*ACTIVITY*:
Where a line of the records holds the string "Coil", copy that line.

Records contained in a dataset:
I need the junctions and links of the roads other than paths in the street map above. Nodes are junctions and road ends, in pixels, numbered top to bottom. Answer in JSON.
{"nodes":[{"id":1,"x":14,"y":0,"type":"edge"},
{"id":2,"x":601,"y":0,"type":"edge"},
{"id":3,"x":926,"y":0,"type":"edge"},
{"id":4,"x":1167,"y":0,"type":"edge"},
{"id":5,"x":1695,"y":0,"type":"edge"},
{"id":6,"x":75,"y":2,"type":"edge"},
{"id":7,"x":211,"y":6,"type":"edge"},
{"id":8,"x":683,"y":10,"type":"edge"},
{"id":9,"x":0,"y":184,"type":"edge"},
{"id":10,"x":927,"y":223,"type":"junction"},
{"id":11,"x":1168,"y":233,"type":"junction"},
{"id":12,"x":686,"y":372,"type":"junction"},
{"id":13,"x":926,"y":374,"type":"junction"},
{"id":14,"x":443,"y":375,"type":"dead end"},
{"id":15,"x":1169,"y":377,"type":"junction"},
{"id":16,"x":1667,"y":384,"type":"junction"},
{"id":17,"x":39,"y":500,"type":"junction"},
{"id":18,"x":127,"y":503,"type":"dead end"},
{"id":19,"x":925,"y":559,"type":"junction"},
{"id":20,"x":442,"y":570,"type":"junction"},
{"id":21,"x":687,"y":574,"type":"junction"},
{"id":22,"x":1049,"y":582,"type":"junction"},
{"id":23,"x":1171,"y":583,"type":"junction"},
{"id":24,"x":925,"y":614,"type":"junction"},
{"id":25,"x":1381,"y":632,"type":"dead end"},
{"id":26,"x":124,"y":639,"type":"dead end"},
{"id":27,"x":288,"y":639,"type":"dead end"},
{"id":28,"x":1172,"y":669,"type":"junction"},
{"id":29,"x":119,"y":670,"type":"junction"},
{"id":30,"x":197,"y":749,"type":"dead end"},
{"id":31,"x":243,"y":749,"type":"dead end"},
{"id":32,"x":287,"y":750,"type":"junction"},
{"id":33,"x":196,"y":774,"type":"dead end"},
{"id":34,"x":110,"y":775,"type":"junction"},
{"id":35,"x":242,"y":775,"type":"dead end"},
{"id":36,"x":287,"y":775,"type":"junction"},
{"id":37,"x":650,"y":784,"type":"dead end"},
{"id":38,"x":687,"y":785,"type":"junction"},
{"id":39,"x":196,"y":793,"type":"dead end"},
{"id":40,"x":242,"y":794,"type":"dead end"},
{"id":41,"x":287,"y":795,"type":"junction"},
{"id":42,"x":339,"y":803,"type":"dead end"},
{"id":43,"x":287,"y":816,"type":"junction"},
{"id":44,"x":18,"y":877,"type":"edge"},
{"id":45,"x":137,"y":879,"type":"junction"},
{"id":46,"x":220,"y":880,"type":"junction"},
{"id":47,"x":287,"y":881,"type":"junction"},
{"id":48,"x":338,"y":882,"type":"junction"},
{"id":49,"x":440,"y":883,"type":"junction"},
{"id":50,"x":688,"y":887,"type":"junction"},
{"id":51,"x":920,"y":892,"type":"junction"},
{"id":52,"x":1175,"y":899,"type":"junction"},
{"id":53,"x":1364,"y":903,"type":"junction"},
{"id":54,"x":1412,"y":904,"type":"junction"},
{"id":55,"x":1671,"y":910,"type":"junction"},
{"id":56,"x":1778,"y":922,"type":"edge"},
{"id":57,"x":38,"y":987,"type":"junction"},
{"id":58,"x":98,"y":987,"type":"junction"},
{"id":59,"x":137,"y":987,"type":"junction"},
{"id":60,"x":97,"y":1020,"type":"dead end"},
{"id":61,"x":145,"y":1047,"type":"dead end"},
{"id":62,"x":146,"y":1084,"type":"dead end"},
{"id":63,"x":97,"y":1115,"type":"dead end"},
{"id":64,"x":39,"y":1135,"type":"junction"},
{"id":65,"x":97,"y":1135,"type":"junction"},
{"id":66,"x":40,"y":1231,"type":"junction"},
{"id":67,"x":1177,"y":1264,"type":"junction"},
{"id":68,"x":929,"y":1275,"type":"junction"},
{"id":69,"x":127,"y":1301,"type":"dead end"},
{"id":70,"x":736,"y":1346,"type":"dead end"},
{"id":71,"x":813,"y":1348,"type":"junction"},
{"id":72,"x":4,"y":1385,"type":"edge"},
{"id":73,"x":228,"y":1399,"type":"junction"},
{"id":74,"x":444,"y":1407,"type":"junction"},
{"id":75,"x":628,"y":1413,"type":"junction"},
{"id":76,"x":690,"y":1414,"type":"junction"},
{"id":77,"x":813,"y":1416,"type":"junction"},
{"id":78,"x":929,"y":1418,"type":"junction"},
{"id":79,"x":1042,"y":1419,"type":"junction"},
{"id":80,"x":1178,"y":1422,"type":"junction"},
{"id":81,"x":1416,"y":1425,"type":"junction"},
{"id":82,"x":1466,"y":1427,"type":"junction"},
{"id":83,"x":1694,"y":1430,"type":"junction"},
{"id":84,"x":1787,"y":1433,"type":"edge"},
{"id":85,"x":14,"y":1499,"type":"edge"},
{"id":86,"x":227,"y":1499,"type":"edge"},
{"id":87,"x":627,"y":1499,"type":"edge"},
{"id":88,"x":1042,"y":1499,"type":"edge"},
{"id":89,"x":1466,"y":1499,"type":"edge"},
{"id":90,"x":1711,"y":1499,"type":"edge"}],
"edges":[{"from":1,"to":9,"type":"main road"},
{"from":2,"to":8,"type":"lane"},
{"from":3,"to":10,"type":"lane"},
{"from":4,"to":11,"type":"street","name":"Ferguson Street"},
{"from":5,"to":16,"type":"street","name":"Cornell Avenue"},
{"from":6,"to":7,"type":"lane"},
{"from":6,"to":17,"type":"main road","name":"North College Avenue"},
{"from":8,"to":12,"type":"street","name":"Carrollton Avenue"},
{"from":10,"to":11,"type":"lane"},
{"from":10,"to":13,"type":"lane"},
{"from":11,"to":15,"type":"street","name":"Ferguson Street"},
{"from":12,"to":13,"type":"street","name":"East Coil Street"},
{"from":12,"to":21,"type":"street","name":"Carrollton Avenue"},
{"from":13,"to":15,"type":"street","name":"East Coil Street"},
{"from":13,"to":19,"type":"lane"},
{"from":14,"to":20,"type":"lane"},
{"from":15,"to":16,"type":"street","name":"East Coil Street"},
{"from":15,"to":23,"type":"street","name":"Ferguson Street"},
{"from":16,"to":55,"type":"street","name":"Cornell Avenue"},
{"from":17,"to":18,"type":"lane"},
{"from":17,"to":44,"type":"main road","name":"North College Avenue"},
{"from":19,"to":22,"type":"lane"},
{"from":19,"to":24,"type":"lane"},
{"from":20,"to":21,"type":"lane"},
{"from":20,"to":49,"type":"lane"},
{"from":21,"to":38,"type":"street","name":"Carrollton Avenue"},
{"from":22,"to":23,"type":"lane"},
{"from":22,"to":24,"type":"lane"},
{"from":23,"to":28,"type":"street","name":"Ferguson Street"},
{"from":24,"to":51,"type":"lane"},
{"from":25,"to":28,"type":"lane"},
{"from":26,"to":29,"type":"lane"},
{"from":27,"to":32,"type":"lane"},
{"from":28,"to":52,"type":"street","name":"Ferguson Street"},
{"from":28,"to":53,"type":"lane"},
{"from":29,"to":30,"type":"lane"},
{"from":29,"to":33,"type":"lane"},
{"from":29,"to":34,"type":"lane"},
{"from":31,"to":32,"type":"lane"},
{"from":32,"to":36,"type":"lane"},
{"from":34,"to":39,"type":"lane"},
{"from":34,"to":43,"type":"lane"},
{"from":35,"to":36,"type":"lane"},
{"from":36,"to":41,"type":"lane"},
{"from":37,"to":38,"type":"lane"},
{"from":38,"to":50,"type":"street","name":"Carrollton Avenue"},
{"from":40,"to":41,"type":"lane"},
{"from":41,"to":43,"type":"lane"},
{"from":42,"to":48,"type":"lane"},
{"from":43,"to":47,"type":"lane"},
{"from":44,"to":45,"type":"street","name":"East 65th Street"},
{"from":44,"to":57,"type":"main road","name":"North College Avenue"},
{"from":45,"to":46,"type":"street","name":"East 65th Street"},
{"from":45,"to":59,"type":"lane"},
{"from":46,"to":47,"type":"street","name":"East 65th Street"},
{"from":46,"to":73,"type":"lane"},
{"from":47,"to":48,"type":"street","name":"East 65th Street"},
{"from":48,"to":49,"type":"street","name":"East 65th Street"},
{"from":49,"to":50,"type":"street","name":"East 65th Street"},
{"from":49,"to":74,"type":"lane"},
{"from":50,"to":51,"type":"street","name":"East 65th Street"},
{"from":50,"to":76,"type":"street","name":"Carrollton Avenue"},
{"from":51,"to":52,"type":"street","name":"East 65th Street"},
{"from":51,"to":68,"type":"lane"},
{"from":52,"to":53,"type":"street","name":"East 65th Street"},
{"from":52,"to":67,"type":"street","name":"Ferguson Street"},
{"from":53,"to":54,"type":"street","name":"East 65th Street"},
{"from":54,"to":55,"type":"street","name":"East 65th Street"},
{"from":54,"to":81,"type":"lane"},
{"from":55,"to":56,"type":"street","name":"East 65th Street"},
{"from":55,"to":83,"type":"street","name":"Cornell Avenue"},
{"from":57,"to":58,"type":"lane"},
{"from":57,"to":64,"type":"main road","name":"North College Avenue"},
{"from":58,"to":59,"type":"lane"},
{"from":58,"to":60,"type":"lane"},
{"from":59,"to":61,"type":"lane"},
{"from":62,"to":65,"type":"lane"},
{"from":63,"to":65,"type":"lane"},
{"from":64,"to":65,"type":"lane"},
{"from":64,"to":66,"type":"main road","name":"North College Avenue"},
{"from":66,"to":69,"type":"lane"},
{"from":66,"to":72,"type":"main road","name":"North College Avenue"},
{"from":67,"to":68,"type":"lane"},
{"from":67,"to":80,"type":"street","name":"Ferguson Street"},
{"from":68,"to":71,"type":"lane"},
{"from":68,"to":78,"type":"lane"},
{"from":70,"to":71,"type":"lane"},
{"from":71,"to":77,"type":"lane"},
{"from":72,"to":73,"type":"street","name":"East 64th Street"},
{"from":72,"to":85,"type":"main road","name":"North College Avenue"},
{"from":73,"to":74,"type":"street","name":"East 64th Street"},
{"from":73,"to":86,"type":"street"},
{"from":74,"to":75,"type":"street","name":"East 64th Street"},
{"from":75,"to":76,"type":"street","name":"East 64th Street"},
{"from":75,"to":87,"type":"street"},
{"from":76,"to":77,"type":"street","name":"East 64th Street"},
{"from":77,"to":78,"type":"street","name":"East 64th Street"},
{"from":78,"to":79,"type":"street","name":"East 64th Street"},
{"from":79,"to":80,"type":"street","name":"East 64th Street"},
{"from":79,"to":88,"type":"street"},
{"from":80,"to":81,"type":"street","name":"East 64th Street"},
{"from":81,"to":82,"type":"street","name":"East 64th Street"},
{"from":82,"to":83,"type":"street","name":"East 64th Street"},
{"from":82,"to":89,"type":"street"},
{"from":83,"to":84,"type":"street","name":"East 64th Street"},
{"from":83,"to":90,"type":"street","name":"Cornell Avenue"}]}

*RESULT OF THIS EXERCISE*:
{"from":12,"to":13,"type":"street","name":"East Coil Street"},
{"from":13,"to":15,"type":"street","name":"East Coil Street"},
{"from":15,"to":16,"type":"street","name":"East Coil Street"},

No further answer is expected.